Jewish Journal


December 25, 2003

Community Briefs


Rose Parade Proselytizing

Two rival teams will square off in Pasadena on New Year's Day. No, not USC vs. Michigan. Get ready for the ultimate grudge match: Jews for Judaism vs. Jews for Jesus.

A year after Jews for Jesus' international witnessing campaign, Behold Your God, hit Southern California, the L.A. chapter is gearing up once again for more "literature distribution," said Director Tuvya Zaretsky. "We encourage people to think about spiritual issues, new beginnings. So we go out and hand out literature as the parade is beginning and afterward."

Jews for Jesus' volunteers are also expected to visit the Rose Bowl after the game ends and Victory Park, where the floats are put on display after the parade. Zaretsky said that the group has had a presence in Pasadena every New Year's Day since 1974.

In keeping with the parade's theme this year, "Music, Music, Music," Jews for Jesus has named their new pamphlet "Happy New Music!"

In response, Jews for Judaism will have a team of its own standing by distributing their own pamphlet, "Truth in Advertising."

"We're nonconfrontational, we keep 10-feet distance. We give them no chance to say they're being stalked," said Jews for Judaism's education director, Rabbi Aaron Parry, who will lead volunteers in counter-leafleting. "We're just looking to have an equal voice." -- Adam Wills, Associate Editor

Deadline Looms for Insurance Claims

Insurance claims for Holocaust-era policies must be filed by Dec. 31 with the International Commission on Holocaust Era Insurance Claims, or claimants risk being unable to collect money owed.

Prior to World War II, Jewish families throughout Europe purchased life insurance. However, many of those records were destroyed. Also, families of murdered Holocaust victims were often unable to meet insurers requirements that they provide a death certificate on behalf of their kin. The Nazis never issued death certificates for those slaughtered in concentration camps.

Claim forms and more information can be obtained by calling the California Department of Insurance's hotline at 1-800-927-4357, or visiting www.icheic.org. -- Marc Ballon, Senior Writer

Hate Crimes Lessen; Jews Still Targets

Hate crimes in Los Angeles County, as in the state and nation, are down from the peaks reported in the wake of Sept. 11, 2001, the L.A. County Commission on Human Relations reported last week.

The downward curve in 2002, compared to 2001, also held for crimes motivated by religious hatred, which dropped from 129 to 119, or 8 percent.

However, as in past years, the great majority of religious hate crimes were aimed at Jewish targets, which were victimized in 66 percent of all cases, followed by Protestants (11 percent), and Muslims (9 percent).

Commenting on the anti-Jewish incidents, the commission report noted that "some of these incidents were clearly cases of mistaken identity, but the actual numbers of Jewish victims is unknown because most police reports do not specify the religion of the victims."
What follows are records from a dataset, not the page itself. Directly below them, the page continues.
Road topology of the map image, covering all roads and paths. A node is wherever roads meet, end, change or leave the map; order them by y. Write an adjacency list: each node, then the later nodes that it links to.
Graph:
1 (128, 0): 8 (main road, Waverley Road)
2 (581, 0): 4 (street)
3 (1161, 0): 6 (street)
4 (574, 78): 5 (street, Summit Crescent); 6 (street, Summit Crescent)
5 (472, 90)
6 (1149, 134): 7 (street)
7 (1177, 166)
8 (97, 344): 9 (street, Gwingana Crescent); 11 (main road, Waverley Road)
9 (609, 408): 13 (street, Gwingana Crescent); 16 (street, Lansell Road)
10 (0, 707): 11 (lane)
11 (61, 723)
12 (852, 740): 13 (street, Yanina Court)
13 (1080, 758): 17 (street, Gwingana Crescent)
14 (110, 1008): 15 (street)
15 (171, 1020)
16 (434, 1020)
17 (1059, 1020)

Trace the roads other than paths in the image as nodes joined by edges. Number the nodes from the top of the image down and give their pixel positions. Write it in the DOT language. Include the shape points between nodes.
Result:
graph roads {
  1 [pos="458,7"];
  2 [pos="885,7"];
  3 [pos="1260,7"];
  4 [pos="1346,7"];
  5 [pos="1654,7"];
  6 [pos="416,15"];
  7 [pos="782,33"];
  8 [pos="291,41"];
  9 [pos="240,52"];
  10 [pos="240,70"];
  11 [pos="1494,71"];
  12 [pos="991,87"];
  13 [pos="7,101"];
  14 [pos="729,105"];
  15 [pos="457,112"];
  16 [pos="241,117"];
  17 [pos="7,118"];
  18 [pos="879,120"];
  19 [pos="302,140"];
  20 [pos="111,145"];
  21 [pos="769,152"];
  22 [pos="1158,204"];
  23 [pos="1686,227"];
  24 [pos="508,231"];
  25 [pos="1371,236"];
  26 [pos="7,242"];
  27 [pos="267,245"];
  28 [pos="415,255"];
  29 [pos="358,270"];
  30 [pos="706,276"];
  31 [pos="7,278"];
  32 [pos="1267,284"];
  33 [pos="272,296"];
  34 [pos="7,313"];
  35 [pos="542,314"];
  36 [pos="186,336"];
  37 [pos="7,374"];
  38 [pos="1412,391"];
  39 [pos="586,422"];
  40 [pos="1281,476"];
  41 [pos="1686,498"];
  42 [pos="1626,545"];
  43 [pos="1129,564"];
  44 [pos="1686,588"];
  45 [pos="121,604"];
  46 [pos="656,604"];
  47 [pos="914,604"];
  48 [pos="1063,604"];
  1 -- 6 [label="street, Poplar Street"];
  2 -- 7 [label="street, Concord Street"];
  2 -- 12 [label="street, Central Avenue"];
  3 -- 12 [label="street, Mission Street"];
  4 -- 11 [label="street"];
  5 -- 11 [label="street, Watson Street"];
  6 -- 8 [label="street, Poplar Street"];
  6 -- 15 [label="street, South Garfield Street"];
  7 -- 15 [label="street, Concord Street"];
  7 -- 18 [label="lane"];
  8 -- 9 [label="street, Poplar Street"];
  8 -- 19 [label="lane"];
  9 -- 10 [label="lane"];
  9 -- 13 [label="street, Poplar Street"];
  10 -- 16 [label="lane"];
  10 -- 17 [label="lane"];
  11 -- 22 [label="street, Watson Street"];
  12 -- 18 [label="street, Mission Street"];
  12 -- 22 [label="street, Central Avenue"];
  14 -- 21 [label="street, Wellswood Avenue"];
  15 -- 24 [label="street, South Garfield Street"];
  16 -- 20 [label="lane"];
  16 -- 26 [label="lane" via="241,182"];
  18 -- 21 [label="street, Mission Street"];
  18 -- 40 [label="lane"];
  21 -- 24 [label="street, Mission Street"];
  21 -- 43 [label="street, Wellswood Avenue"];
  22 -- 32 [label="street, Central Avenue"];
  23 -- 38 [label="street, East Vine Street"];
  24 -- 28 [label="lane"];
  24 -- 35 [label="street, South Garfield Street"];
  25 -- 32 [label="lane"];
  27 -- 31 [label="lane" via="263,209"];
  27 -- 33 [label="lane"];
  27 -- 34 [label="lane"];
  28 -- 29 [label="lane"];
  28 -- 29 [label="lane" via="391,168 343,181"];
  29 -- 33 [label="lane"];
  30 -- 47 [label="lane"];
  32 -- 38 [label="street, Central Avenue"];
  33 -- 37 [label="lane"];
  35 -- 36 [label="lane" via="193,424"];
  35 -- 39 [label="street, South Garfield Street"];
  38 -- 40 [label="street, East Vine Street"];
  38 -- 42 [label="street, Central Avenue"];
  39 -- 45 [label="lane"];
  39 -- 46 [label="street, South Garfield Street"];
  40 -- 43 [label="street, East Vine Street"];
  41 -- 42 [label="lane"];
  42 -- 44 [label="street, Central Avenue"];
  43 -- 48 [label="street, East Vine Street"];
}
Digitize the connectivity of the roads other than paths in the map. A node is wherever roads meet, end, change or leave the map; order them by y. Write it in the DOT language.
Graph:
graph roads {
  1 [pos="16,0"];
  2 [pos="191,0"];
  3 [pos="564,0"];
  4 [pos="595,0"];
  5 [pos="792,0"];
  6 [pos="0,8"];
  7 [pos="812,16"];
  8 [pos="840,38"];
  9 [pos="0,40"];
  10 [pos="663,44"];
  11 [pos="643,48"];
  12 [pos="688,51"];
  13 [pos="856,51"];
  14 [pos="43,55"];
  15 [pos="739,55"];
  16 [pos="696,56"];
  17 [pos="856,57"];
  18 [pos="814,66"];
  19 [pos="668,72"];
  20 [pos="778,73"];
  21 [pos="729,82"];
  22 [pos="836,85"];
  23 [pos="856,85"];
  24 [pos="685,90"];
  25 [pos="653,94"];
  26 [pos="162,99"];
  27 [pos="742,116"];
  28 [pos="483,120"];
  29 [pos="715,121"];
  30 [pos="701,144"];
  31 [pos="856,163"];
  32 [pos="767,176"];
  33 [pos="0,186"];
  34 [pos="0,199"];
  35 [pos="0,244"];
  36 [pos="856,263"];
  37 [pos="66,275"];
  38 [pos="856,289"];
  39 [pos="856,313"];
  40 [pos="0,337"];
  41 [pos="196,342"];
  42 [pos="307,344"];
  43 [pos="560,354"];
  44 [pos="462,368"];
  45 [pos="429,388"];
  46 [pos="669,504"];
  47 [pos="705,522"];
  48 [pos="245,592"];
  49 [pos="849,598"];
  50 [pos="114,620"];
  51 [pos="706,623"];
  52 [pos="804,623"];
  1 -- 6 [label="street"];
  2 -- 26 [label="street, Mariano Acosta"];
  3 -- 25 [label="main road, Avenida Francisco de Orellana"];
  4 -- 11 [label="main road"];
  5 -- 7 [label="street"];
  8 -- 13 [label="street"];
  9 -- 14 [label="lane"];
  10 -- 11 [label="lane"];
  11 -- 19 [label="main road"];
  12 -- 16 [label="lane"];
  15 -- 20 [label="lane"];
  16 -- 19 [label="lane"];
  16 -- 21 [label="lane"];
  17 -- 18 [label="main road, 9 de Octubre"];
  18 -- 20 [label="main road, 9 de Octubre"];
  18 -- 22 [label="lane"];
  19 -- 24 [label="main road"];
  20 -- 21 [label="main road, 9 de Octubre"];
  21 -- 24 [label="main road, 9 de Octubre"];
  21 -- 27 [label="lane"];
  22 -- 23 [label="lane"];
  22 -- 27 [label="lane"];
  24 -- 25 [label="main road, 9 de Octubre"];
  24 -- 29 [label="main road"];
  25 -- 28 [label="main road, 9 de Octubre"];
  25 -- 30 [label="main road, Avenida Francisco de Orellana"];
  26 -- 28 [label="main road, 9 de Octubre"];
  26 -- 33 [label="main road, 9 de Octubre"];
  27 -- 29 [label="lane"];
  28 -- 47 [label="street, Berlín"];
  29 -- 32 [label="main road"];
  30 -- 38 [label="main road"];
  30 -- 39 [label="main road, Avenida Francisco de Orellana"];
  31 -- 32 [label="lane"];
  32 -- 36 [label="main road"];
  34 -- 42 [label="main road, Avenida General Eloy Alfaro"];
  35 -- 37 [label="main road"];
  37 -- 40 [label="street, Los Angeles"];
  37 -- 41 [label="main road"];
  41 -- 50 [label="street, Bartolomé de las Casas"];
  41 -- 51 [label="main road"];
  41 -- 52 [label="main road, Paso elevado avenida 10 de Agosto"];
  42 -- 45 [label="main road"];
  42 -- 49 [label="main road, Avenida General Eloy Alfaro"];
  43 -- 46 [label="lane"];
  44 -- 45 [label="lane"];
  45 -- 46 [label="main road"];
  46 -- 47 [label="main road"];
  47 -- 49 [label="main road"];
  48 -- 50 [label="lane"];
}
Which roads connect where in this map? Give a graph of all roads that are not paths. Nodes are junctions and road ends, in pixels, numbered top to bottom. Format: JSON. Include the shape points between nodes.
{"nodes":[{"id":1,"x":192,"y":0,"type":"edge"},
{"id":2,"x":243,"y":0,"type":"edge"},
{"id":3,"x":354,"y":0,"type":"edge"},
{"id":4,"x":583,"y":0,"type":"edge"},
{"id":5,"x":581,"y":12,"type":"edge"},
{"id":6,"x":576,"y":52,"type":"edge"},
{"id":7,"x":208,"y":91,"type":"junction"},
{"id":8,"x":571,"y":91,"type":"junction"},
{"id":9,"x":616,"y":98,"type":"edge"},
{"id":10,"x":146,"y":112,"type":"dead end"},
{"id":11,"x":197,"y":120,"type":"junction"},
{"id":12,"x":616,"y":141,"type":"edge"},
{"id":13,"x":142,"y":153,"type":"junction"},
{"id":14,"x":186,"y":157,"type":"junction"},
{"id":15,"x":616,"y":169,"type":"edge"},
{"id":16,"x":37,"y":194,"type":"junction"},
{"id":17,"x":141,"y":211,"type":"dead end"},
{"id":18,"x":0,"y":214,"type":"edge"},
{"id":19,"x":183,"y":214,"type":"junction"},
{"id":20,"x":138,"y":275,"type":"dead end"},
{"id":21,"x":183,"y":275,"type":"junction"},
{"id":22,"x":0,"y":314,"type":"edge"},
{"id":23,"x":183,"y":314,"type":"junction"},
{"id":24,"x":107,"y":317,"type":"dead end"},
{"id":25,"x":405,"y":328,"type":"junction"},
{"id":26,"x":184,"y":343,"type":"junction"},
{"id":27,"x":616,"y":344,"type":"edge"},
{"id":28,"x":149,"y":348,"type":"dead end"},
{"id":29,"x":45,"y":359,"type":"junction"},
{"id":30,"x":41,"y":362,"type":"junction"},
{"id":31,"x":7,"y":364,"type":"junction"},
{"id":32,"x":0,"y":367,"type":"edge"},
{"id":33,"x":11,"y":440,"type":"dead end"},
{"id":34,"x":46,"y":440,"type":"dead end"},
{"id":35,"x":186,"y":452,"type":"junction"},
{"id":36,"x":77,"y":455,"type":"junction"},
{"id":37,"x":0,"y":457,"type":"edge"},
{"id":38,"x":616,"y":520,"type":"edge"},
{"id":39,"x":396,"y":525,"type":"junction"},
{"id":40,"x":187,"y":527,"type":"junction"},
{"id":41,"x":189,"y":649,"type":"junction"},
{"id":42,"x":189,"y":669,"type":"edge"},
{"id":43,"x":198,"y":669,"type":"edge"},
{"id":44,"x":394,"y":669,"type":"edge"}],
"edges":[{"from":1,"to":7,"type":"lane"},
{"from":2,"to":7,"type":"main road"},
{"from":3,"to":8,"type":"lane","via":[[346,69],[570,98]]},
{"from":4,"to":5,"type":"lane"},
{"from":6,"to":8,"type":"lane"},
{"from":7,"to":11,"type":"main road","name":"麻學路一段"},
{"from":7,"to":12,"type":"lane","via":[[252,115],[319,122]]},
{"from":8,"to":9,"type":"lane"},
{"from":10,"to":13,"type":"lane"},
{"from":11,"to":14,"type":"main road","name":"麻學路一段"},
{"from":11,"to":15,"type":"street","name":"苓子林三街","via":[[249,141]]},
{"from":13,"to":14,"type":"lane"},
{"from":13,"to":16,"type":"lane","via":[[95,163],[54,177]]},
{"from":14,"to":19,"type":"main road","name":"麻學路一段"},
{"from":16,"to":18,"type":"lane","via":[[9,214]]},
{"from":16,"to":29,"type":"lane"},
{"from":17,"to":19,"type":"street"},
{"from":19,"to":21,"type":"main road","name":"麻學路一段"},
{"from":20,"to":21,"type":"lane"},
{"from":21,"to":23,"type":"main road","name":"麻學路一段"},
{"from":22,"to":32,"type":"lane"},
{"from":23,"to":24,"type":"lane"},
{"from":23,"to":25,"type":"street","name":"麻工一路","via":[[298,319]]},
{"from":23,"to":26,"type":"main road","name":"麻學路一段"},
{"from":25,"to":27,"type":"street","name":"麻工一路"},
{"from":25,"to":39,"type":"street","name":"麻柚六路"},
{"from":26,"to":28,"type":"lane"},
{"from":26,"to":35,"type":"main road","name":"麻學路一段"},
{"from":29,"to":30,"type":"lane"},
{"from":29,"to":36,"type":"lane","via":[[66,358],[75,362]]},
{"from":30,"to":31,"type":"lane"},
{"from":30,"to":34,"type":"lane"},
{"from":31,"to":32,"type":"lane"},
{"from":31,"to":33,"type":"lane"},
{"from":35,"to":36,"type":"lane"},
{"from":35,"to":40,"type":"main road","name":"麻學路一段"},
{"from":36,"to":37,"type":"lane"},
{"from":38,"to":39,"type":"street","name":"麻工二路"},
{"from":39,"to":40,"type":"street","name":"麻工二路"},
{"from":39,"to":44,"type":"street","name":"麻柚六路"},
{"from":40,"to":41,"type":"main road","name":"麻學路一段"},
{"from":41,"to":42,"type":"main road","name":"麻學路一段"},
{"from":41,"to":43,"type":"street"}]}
More than half (54 percent) of all religion-based crimes consisted of vandalism of homes, businesses and religious institutions, while 20 percent involved violence. Included in the latter category was an attack against an El Al ticket counter at Los Angeles International Airport on July 4, 2002, during which an Egyptian immigrant killed two Israeli Americans.

All together, religion-motivated incidents represented only 6 percent of the county's total hate crimes, while nearly 70 percent were based on racial hostility, targeting mostly African Americans.

Countering the overall drop in hate crimes were attacks against gays and lesbians, most of them of a violent nature, which rose 7 percent.

An earlier and separate Anti-Defamation League (ADL) report on anti-Semitic incidents in 2002, which also counted noncriminal acts, found no appreciable rise in Southern California, compared to the previous year. However, on a national basis, similar comparisons showed an 8 percent jump.

Looking at the county figures, regional ADL director Amanda Susskind said that "Any number of hate crimes is too many and we are particularly concerned that African Americans continue to be the most frequent targets of racial hate crime and that sexual orientation-based hate crime is on the increase." -- Tom Tugend, Contributing Editor

Federation Gives JCCGLA Dec. 29 Deadline on Loan

The Jewish Federation of Greater Los Angeles, one of the biggest supporters of the area's JCCs, has formally requested the Jewish Community Centers of Greater Los Angeles (JCCGLA) come up with a plan to repay the more than $1.6 million it owes -- or else.

After two years of talks, The Federation has given JCCGLA until Dec. 29 to come up with a viable plan to pay off the unsecured loan, Federation President John Fishel said.

Nina Lieberman Giladi, executive vice president of JCCGLA, said her group has put forth three different proposals, each of which The Federation has rejected. One offer would have given The Federation the Bay Cities JCC property; another would have deeded the Silverlake Independent JCC to the philanthropy group. -- M.B.